I'm still new to R, trying to learn how to use the library vegan, which I can easily plot in R with the normal plot function. The problem arises when I want to plot the data in ggplot. I know I have to extract the right data from the list I've created, but which and how? The dataset I've been practicing on can be downloaded here https://drive.google.com/file/d/0B1PQGov60aoudVR3dVZBX1VKaHc/view?usp=sharing The code I've been using to get the data transformed is this:
library(vegan)
library(dplyr)
library(ggplot2)
library(grid)
data <- read.csv(file = "People.csv", header = T, sep = ",", dec = ".", check.names = F, na.strings=c("NA", "-", "?"))
data2 <- data[,-1]
rownames(data2) <- data[,1]
data2 <- scale(data2, center = T, scale = apply(data2, 2, sd))
data2.pca <- rda(data2)
Which gives me a list I can plot using the basic "plot" and "biplot" function, but I am at a loss as to how to plot both PCA and biplot in ggplot.

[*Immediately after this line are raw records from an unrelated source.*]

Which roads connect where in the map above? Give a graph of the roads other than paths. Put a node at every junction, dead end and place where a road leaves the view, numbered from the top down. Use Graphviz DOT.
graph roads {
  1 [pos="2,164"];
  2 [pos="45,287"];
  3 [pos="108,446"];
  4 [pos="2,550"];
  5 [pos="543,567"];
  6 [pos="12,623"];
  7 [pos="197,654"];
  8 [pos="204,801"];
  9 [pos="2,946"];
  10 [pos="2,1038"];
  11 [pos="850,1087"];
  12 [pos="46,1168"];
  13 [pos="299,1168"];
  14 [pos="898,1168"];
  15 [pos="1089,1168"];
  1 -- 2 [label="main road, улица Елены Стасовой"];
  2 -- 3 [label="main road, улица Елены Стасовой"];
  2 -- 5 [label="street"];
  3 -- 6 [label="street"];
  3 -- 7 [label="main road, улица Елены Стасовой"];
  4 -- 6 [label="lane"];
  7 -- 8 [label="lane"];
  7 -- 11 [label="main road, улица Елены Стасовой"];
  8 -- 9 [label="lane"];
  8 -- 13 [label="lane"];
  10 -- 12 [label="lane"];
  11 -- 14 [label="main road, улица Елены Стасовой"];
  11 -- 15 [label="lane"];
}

I would also like to color the data points by group, e.g. sex. Any help would be great.
There is a ggbiplot(...)
function in package ggbiplot
, but it only works with objects of class prcomp, princomp, PCA, or lda.
plot.rda(...)
just locates each case (person) in PC1 - PC2 space. biplot.rda(...)
adds vectors to the PC1 and PC2 loadings for each variable in the original dataset. It turns out that plot.rda(...)
and biplot.rda(...)
use the data produced by summarizing the rda object, not the rda object itself.

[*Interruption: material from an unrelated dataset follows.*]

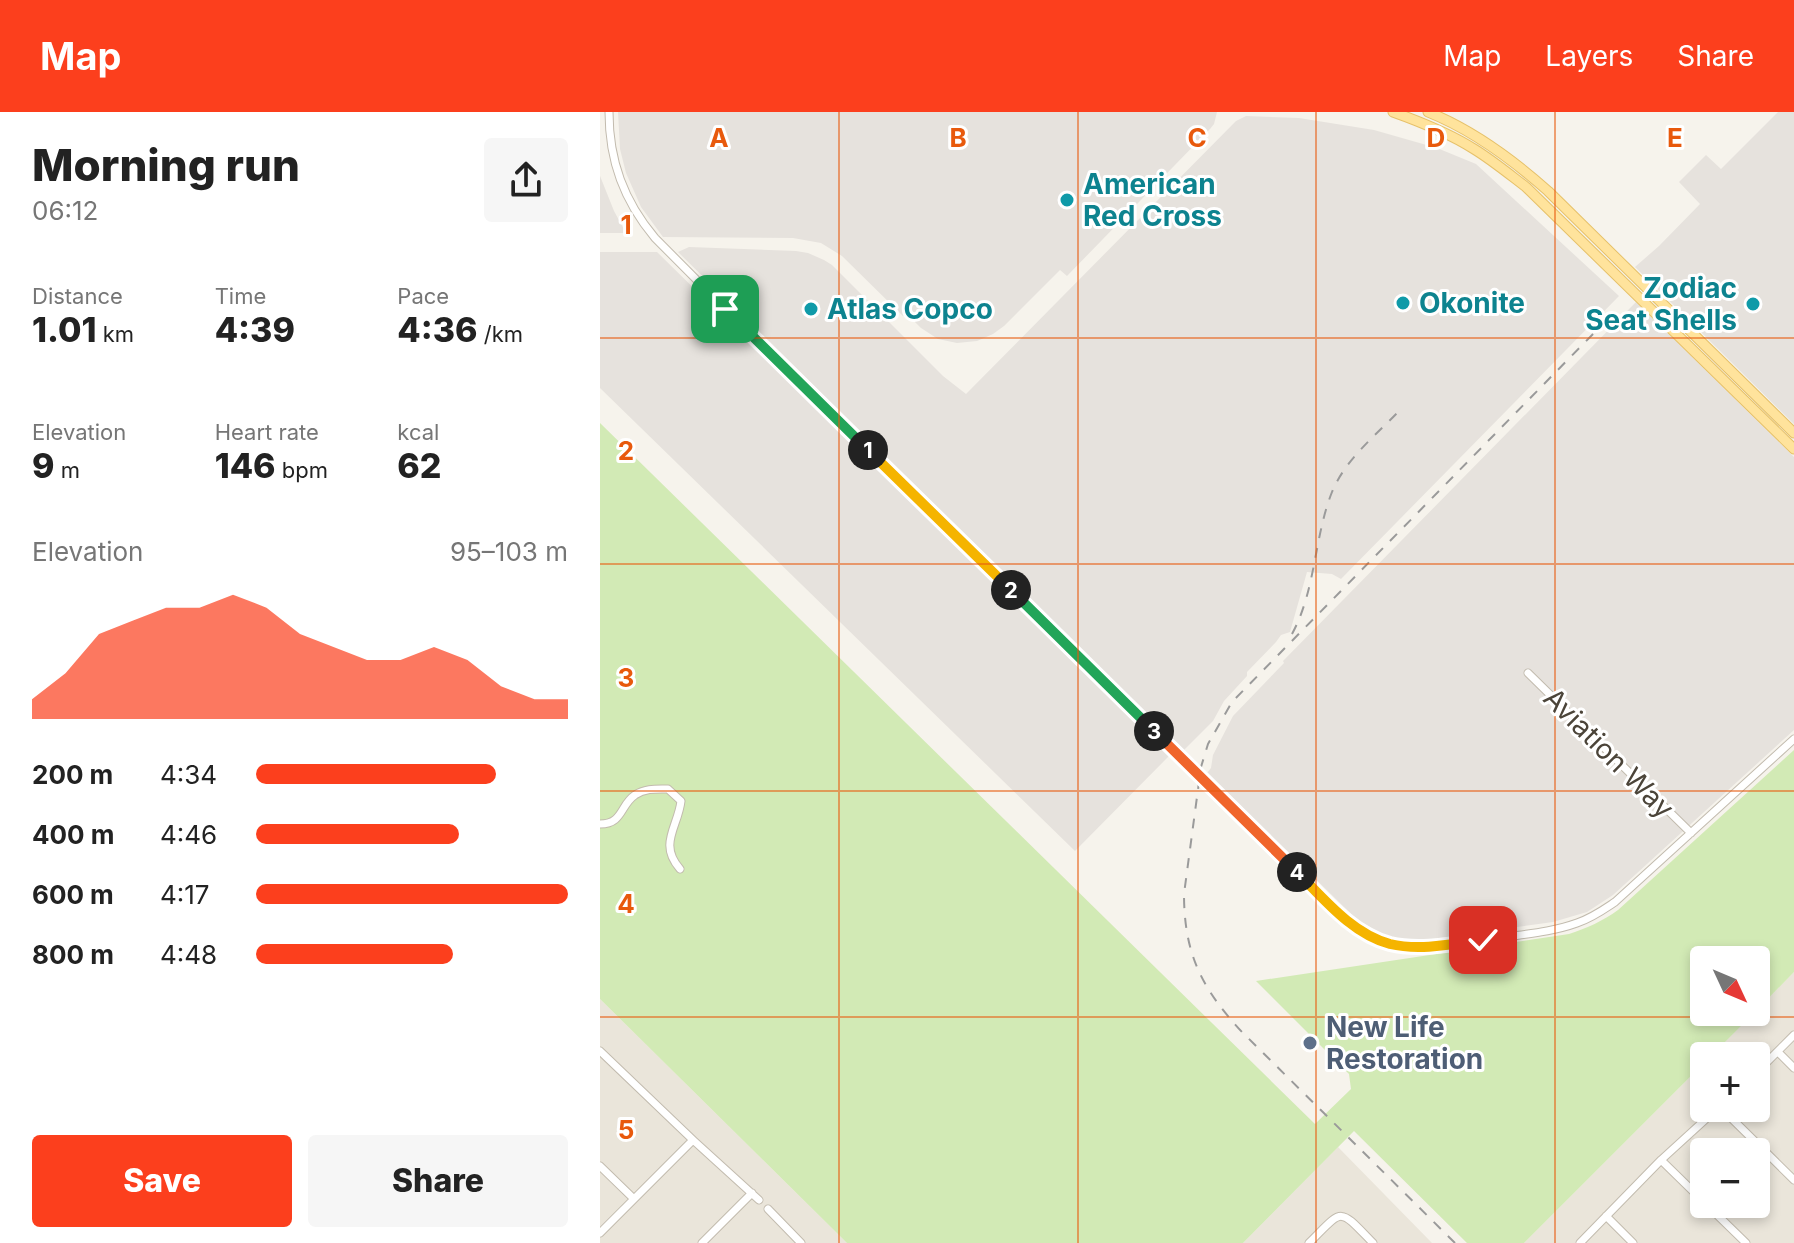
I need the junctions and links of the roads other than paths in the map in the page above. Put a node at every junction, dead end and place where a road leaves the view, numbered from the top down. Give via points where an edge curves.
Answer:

smry <- summary(data2.pca)
df1 <- data.frame(smry$sites[,1:2]) # PC1 and PC2
df2 <- data.frame(smry$species[,1:2]) # loadings for PC1 and PC2
rda.plot <- ggplot(df1, aes(x=PC1, y=PC2)) +
geom_text(aes(label=rownames(df1)),size=4) +
geom_hline(yintercept=0, linetype="dotted") +
geom_vline(xintercept=0, linetype="dotted") +
coord_fixed()
rda.plot
rda.biplot <- rda.plot +
geom_segment(data=df2, aes(x=0, xend=PC1, y=0, yend=PC2),
color="red", arrow=arrow(length=unit(0.01,"npc"))) +
geom_text(data=df2,
aes(x=PC1,y=PC2,label=rownames(df2),
hjust=0.5*(1-sign(PC1)),vjust=0.5*(1-sign(PC2))),
color="red", size=4)
rda.biplot
If you compare these results to plot(data2.pca)
and biplot(data2.pca)
I think you'll see they are the same. Believe it or not the hardest part, by far, is getting the text to align properly wrt the arrows.